CIGS est l’acronyme de Cuivre, Indium, Gallium et Sélénium qui sont les composants utilisés pour former le matériau semi-conducteur des modules solaires en couches minces. Les modules CIGS sont totalement différents des modules solaires classiques au Silicium : déposé en couches minces sur tout type de substrat (verre, acier, alu, …) le CIGS constitue la nouvelle génération des convertisseurs photovoltaïques.
Economie des ressources naturelles
La technologie CIS contribue à une utilisation parcimonieuse des ressources naturelles : Les cellules photovoltaïques au Silicium cristallin font entre 200 et 300 µm d’épaisseur alors que les cellules CISG font seulement 2 à 3 µm.
Cette très faible quantité de matière première utilisée implique un temps de retour énergétique de 18 mois au lieu de 5 ans.
Process plus économe en énergie
Le process de fabrication des cellules CISG ne comprend que 13 étapes au lieu de 40 au total pour le silicium cristallin. Il permet d’atteindre des coûts de fabrication significativement plus bas.
Le CIGS absorbe plus de lumière
Le CISG est un matériau à gap direct. Il absorbe un plus large spectre de lumière que le Silicium. Il permet d’atteindre des niveaux de performance élevés. En outre, il peut être construit avec des structures tandem qui élargissent la couverture du spectre solaire.

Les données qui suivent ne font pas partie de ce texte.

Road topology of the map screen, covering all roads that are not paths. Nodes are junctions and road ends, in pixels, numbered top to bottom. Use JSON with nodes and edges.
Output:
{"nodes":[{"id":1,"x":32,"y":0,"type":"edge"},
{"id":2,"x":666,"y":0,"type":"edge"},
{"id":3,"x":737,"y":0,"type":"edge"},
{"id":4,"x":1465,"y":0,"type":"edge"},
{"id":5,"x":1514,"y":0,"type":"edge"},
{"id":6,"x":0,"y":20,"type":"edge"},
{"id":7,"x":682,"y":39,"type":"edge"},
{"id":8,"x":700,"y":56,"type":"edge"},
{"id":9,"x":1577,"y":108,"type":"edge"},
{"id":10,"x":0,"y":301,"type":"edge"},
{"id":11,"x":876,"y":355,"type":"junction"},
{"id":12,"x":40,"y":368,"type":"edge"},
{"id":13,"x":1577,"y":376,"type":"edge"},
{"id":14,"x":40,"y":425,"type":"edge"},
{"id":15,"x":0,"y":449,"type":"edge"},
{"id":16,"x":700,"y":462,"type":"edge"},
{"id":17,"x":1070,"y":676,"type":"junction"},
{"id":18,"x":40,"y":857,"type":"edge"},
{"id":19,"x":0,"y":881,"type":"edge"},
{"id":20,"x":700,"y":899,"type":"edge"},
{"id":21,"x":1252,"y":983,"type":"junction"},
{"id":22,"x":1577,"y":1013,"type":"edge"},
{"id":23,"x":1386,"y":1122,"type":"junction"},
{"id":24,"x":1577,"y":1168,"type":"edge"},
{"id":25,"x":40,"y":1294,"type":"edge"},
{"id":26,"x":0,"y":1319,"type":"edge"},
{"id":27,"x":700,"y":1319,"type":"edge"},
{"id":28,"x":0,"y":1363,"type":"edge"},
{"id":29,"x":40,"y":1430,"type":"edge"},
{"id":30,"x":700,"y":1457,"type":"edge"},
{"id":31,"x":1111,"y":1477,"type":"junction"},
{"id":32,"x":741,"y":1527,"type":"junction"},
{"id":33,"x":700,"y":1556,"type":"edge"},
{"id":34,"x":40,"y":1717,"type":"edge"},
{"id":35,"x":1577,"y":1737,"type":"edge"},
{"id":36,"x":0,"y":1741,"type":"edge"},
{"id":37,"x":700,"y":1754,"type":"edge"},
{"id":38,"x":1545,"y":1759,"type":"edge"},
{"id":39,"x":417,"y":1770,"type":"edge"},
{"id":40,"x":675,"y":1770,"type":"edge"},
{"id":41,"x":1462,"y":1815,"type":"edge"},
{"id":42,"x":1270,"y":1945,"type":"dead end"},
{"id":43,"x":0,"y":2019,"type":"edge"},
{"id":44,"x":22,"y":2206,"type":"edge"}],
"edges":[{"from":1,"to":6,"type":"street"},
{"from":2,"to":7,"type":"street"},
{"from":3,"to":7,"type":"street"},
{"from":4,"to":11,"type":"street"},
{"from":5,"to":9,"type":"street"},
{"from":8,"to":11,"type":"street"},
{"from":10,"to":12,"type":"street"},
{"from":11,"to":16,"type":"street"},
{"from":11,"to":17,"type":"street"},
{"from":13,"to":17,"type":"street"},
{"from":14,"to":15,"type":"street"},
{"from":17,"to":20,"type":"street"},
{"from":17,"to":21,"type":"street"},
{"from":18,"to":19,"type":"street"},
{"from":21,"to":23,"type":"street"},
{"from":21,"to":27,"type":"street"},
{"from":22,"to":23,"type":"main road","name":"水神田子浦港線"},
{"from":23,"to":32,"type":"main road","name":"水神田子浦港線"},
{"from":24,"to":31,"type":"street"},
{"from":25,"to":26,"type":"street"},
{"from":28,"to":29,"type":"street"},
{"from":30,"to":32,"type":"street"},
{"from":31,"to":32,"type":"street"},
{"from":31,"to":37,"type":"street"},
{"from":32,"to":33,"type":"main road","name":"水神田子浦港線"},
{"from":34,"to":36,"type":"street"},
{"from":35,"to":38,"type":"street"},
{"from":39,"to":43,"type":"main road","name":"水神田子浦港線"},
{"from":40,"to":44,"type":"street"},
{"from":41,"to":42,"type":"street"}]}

Esthétique – Intégration au bâti
Comparativement aux modules au silicium, les modules CISG présentent un avantage esthétique indéniable : de couleur noir uniforme les modules CISG offrent une intégration aux toitures discrète et parfaite sur tout style de bâtiment.
Plus performant en intégration au bâti
La température de tout module photovoltaïque augmente lorsqu’ils sont exposés au soleil et ainsi leur performance diminue.
Les cellules CISG présentent un faible coefficient de température : leur performance baisse peu lorsque leur température augmente ce qui les rend particulièrement adaptés à l’intégration au bâti.
Plus performant sous de faibles ensoleillements
Les modules CISG sont particulièrement adaptés aux faibles ensoleillements : faible différence entre le rendement sous 1000W/m² et sous 200W/m².